Since monozygotic (MZ) twins are genetically identical while dizygotic (DZ) twins share 50% of their polymorphic SNPs, within-pair comparisons of MZ twins rule out the confounding by genetics and shared environment, while comparing MZ vs DZ twins allow the estimation of the proportion of the variance in epigenetic marks, or traits, explained by genotype and shared and non-shared environments. These study designs have proven incredibly valuable in studying the complexity of gene-environment-epigenetic interactions contributing to human health and disease.
The functional genotype of MZ co-twins diverges over time as epigenetic and various environmental effects modify gene expression. At the same time the genomic DNA sequence remains unchanged, except for possible somatic mutations. Here we aim to pinpoint tissue specific epigenetic changes associated with various traits by studying DNA methylation, histone modifications and microRNA in genome scale in trait discordant MZ twin pairs.
We combine the data on genetic and epigenetic alterations and assess their interaction with pertinent environmental/lifestyle exposures to obtain more precise estimates of their individual and joint effects on common disease progression and risk. Here we overlay epigenotype and genotype data, as well as other large scale datasets to perform thorough epidemiological analyses in various complex traits.

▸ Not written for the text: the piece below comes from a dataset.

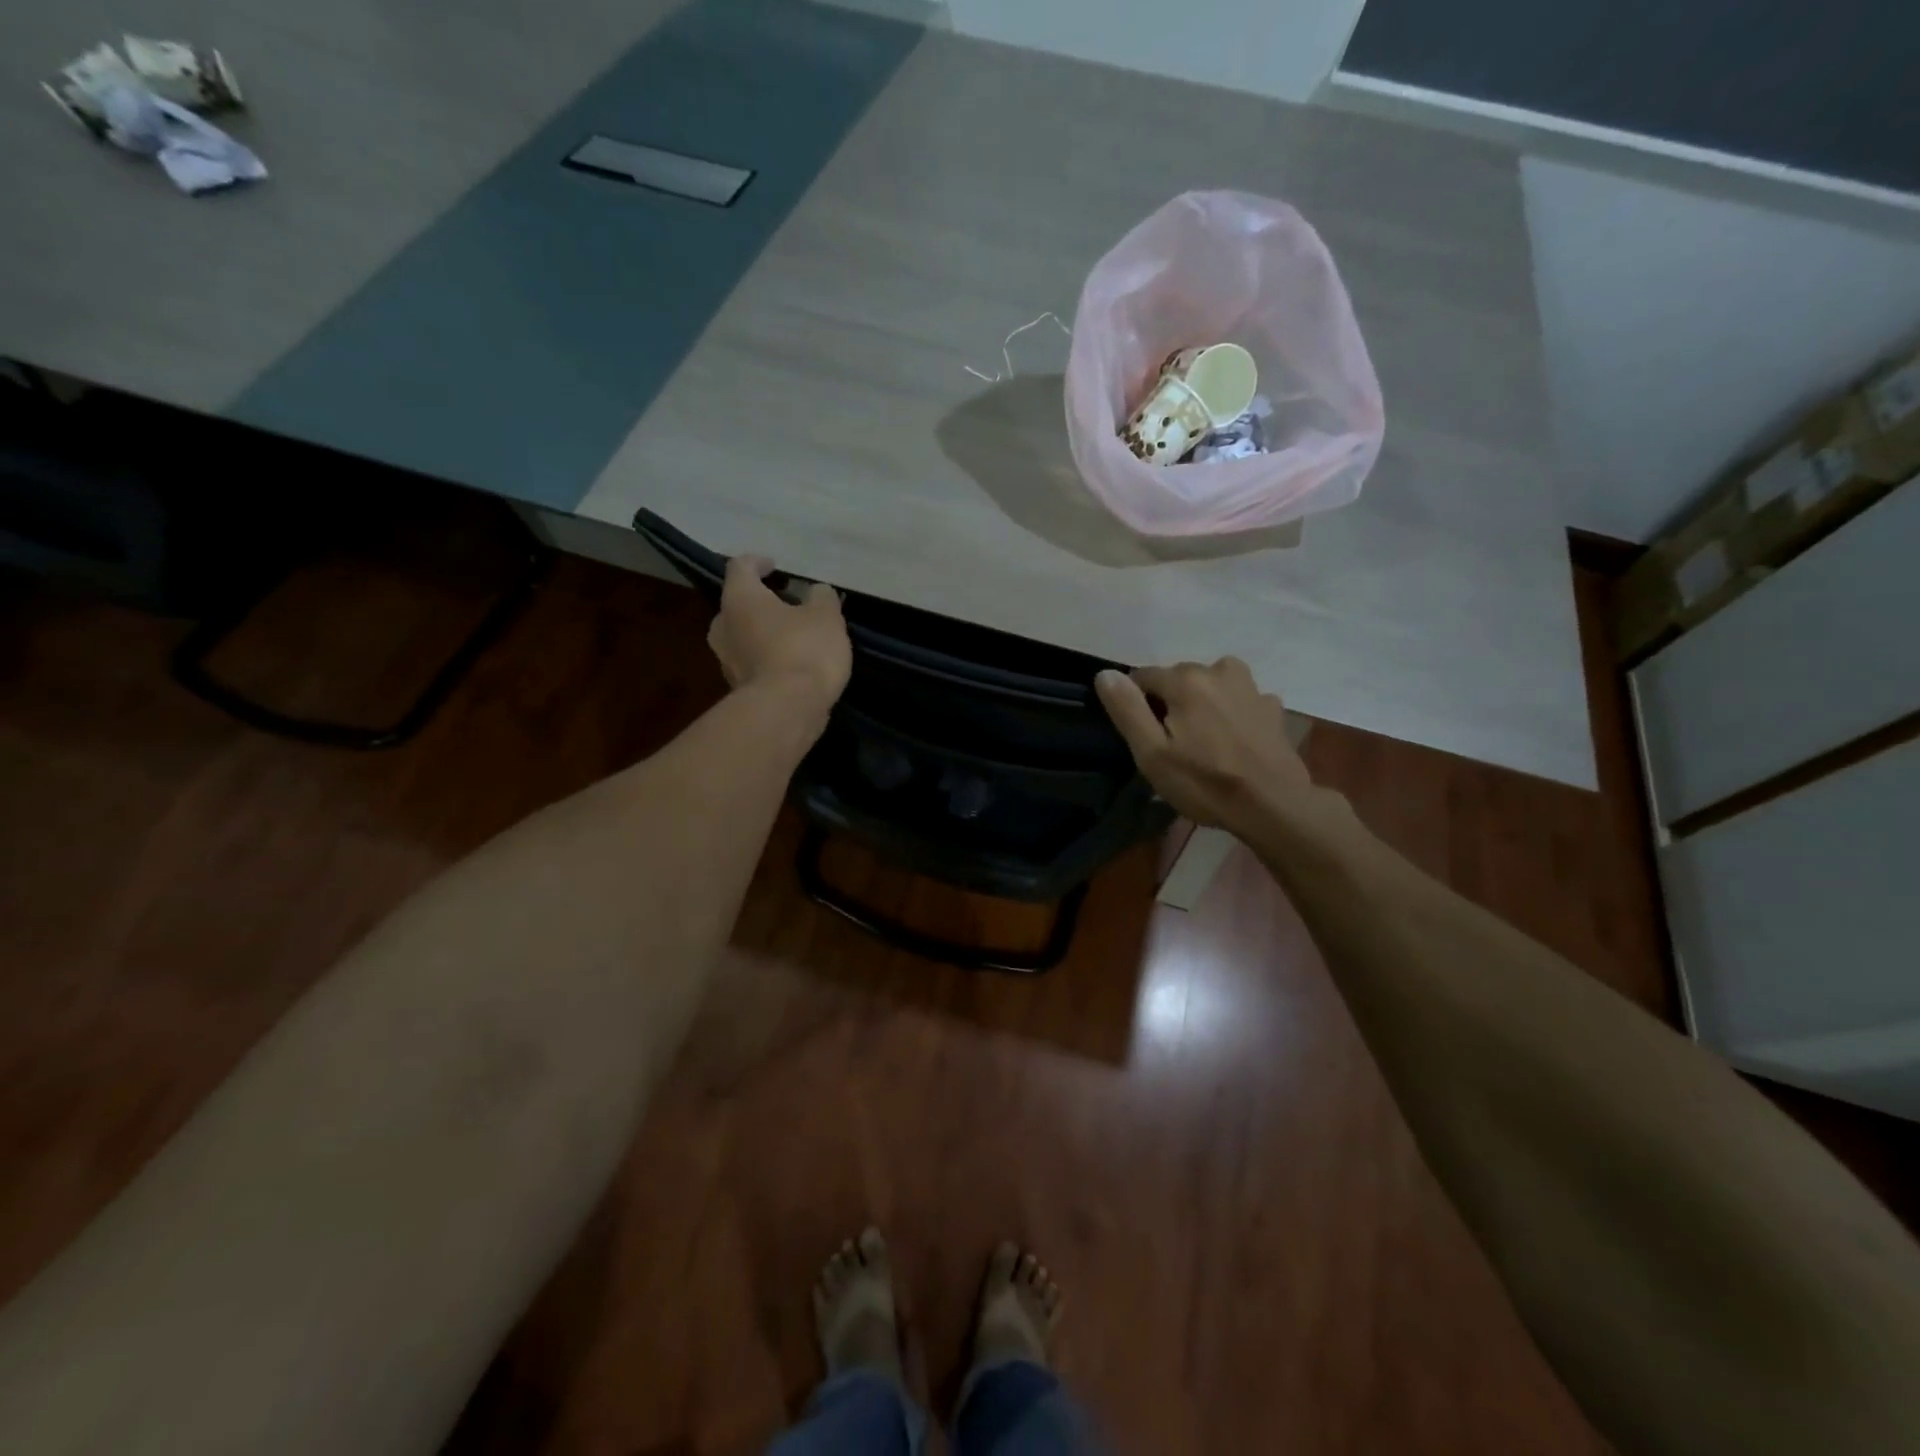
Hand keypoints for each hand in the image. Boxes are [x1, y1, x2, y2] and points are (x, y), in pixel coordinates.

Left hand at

As the epigenome reacts to environmental effects, it may serve as a reliable biomarker. We use DNA methylation as a marker for biological aging, and assess its relationship to various complex traits, such as physical activity and obesity. We also use DNA methylation as a reliable indicator of smoking status. As it has been shown that smoking causes both stable and reversible methylation alterations, we have used this property of DNA methylation and built an EpiSmokEr tool which estimates the smoking status of an individual from any DNA sample.